*** RECORDED INFORMATION ***

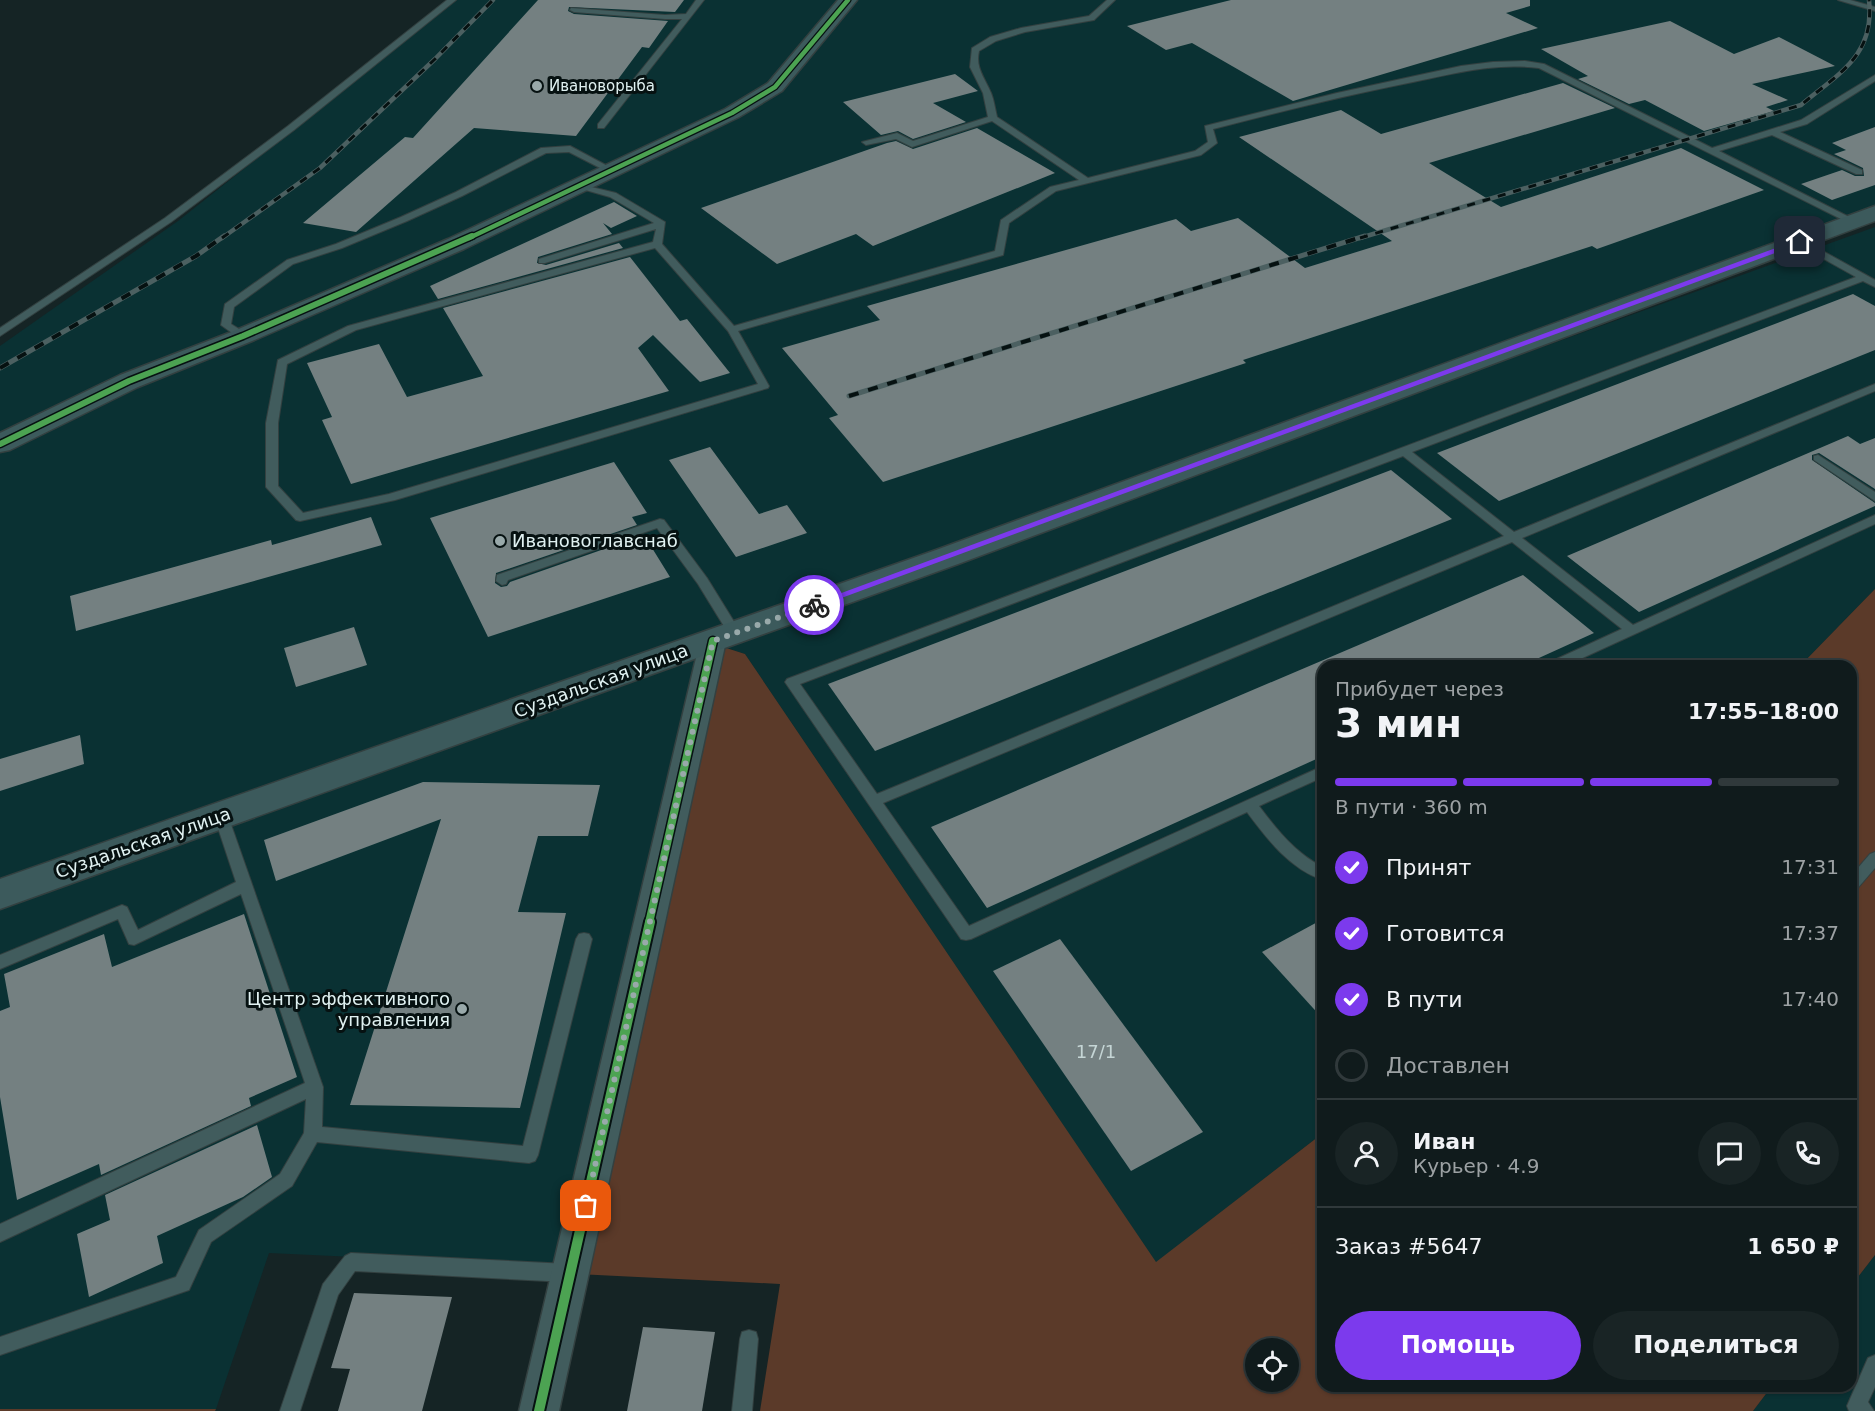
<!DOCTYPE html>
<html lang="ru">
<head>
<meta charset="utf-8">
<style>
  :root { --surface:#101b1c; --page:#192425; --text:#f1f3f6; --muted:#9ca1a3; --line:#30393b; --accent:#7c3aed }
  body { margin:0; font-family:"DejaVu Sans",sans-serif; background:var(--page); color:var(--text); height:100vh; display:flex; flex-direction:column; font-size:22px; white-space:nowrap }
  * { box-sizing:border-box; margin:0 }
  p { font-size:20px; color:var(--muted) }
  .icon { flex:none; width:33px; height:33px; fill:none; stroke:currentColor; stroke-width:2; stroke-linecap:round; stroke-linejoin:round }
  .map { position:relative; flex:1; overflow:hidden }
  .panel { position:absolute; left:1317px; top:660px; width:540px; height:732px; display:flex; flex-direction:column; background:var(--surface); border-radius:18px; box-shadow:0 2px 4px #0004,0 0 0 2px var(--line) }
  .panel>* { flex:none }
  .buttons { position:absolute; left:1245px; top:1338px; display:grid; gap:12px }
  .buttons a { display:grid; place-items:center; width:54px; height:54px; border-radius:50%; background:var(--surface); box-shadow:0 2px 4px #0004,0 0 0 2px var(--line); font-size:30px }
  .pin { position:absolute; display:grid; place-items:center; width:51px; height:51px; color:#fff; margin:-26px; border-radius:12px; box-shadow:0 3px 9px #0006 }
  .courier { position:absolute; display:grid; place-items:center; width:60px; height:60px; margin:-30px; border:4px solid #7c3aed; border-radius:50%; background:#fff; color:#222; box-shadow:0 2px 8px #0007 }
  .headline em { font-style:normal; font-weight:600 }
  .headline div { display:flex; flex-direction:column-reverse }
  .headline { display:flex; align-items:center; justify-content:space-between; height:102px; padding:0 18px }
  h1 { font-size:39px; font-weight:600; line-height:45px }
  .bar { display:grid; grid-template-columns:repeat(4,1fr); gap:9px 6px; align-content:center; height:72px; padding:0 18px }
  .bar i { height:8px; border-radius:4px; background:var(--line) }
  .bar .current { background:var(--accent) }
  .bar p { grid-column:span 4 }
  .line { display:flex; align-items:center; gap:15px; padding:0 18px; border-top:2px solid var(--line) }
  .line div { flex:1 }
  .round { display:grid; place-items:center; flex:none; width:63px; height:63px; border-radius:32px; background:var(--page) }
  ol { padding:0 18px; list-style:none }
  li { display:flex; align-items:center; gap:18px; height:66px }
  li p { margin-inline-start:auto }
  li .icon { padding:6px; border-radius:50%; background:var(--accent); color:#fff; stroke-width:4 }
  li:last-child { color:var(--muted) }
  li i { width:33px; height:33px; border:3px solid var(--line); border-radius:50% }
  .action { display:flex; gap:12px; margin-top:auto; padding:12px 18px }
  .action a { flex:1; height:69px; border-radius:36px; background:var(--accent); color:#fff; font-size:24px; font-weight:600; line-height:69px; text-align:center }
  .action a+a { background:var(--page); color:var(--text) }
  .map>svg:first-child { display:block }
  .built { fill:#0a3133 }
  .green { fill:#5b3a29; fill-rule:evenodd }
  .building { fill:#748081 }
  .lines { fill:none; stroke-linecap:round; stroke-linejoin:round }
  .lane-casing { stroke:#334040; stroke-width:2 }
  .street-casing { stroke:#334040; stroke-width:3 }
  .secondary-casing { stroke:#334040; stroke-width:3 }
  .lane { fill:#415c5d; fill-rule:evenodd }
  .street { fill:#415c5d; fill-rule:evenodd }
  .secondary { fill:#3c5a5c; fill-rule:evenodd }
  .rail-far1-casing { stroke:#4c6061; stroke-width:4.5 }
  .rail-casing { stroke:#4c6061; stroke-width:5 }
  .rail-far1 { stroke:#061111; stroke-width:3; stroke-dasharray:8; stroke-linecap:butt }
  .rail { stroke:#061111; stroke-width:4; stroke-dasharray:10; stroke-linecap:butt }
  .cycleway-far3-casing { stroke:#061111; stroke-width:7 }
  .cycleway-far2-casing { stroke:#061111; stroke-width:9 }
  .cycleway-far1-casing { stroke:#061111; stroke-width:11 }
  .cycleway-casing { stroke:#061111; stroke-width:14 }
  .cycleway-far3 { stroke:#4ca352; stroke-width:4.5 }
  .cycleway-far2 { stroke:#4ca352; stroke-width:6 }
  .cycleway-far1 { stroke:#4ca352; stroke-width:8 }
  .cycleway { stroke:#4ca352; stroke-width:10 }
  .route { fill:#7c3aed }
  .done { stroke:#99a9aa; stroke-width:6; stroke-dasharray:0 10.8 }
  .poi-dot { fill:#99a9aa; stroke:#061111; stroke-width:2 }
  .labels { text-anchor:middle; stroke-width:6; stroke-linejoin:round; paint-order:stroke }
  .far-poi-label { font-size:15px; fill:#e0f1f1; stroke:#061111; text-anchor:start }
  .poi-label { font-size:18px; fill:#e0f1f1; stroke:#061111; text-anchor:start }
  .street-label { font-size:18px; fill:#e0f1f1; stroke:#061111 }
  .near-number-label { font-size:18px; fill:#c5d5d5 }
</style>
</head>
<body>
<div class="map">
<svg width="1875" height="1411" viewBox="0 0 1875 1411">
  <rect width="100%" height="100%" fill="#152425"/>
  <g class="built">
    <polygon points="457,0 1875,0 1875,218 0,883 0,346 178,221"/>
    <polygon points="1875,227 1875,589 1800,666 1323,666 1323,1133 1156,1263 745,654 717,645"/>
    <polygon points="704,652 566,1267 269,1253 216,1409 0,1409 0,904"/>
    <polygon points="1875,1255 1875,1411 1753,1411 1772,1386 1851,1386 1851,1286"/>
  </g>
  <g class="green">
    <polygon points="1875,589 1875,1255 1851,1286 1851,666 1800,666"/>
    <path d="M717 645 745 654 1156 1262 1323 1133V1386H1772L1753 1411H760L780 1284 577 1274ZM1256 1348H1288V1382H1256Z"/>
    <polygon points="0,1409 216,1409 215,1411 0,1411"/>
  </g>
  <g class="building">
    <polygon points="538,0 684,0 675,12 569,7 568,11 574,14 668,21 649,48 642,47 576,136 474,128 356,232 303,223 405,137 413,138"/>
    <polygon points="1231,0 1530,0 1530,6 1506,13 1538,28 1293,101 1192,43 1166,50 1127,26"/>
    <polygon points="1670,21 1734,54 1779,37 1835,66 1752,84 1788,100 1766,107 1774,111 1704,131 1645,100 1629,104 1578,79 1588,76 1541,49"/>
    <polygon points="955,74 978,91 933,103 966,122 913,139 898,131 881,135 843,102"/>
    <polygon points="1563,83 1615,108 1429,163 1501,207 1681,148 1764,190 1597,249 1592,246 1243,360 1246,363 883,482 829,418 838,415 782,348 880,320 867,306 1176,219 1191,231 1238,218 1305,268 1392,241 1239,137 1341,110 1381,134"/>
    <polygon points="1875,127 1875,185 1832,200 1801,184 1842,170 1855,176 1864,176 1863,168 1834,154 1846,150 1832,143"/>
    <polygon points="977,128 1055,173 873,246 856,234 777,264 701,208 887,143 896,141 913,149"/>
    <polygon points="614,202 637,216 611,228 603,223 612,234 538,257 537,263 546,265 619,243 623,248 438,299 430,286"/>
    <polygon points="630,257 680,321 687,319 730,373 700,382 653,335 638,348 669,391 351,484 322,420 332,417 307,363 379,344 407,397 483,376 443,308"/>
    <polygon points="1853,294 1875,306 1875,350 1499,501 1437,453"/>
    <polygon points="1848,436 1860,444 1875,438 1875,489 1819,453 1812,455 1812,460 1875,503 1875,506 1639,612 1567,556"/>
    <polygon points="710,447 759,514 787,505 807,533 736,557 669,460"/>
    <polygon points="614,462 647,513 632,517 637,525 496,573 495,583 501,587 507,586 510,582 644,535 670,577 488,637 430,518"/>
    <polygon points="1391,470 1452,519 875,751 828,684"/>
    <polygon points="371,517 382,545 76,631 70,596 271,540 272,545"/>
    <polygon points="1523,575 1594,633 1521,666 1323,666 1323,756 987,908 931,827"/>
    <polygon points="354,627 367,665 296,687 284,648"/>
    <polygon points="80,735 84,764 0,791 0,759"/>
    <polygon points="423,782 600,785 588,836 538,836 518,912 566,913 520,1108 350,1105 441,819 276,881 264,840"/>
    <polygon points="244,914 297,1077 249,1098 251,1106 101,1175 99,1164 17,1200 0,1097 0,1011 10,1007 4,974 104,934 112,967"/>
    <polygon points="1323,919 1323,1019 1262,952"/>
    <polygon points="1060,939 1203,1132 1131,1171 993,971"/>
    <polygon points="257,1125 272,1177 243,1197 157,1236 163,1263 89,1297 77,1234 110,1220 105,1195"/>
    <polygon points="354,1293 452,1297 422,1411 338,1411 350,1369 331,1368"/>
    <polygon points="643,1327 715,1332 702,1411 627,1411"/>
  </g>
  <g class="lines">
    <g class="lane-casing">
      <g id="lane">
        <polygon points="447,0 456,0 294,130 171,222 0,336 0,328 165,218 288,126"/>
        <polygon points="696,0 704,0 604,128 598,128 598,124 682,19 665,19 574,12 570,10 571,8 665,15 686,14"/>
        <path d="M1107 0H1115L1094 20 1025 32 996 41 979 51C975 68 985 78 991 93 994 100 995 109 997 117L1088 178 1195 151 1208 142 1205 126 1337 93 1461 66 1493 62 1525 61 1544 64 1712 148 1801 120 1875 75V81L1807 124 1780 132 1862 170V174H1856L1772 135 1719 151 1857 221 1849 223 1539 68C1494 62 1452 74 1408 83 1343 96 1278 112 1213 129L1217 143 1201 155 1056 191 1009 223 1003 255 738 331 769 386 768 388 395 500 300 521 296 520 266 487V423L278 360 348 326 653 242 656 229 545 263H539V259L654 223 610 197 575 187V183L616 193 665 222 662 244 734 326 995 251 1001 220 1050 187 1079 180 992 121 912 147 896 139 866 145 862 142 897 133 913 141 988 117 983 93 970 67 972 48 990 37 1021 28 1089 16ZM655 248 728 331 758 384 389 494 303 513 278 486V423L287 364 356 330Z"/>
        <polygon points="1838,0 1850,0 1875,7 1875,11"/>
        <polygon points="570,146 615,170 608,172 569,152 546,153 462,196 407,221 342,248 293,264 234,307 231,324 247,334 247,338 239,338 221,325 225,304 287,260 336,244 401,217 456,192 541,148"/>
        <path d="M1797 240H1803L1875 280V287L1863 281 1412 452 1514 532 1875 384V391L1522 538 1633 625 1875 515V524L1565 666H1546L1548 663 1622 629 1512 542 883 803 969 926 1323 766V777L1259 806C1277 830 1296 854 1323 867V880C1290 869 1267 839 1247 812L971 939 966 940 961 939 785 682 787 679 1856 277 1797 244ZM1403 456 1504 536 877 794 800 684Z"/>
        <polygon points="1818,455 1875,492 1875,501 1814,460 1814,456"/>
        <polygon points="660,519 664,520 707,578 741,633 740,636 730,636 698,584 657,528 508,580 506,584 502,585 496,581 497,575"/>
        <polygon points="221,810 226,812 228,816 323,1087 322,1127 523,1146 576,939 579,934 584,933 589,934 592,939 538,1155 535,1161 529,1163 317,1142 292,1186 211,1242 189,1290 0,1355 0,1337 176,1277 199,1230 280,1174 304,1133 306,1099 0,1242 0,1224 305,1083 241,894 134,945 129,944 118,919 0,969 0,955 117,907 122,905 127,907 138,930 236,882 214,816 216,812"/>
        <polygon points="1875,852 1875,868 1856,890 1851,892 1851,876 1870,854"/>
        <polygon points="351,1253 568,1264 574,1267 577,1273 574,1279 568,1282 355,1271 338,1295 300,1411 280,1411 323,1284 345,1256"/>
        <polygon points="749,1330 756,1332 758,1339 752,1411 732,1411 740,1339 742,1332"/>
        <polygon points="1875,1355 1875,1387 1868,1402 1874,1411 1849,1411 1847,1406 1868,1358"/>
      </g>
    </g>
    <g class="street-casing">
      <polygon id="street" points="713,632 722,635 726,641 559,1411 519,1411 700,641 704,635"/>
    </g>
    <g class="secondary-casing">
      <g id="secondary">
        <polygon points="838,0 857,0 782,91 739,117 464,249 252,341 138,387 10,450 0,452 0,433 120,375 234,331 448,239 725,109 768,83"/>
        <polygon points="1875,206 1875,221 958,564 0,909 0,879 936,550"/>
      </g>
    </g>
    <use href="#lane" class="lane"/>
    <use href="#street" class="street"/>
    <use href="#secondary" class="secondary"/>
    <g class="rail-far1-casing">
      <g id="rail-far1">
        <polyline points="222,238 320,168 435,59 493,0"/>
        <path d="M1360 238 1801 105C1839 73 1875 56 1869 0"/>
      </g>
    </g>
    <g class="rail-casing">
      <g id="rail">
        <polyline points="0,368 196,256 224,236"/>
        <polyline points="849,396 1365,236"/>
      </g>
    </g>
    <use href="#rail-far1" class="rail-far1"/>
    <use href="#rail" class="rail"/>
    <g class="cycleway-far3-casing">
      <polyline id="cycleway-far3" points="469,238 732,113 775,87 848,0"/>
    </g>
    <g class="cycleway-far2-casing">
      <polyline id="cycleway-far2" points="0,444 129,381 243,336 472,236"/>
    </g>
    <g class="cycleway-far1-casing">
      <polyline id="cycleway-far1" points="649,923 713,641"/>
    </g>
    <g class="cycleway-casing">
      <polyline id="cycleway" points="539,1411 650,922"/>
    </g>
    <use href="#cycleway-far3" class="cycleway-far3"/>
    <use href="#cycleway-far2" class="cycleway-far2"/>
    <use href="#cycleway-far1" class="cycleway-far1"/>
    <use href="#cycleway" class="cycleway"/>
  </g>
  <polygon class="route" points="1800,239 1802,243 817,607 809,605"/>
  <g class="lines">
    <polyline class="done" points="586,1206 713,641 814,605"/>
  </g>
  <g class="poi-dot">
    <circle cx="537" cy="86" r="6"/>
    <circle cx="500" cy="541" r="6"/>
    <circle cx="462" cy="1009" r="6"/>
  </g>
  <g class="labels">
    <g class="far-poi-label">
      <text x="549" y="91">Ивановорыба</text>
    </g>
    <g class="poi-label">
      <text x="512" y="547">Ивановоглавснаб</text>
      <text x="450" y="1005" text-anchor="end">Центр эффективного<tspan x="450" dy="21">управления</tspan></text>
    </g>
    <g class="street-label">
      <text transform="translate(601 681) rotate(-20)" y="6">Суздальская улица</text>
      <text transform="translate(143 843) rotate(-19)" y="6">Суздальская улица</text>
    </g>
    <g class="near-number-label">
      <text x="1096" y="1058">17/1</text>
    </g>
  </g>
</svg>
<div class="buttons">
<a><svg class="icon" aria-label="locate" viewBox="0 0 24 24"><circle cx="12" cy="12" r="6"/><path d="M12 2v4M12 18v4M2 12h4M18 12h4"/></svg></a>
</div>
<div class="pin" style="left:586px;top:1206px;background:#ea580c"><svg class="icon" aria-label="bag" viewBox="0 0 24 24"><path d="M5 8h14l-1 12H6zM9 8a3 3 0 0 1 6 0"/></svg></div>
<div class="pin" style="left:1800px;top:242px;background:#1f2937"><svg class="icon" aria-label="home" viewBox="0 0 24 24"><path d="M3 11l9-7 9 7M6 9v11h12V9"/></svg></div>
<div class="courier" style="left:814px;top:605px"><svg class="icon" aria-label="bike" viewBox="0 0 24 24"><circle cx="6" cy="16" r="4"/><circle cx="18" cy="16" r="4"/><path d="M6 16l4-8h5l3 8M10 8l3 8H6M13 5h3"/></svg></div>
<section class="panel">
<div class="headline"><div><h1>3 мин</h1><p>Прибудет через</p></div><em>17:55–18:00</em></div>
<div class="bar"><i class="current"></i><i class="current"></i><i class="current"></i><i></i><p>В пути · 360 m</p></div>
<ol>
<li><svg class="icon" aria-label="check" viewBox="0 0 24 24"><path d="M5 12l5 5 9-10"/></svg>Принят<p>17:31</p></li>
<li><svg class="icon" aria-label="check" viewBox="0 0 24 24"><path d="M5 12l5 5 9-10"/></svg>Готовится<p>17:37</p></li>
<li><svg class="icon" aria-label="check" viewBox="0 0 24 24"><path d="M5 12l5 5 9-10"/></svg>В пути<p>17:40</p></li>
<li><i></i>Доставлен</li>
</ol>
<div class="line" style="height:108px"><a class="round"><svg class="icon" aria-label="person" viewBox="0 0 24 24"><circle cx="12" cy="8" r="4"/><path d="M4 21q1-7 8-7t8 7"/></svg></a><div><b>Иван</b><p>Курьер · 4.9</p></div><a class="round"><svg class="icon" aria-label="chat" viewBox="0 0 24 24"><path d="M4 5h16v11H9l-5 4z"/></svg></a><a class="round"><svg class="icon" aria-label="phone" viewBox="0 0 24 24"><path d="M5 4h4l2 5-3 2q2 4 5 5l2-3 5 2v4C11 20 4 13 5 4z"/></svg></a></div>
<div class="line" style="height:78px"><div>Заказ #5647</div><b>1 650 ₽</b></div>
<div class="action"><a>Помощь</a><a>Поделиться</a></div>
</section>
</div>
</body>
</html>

***

YOUR TASK. Copy word for word every line from the start of the material through the line holding "--surface:#101b1c; --page:#192425; --text:#f1f3f6;". The pictures are not part of the copy.

YOUR RESPONSE.
<!DOCTYPE html>
<html lang="ru">
<head>
<meta charset="utf-8">
<style>
  :root { --surface:#101b1c; --page:#192425; --text:#f1f3f6; --muted:#9ca1a3; --line:#30393b; --accent:#7c3aed }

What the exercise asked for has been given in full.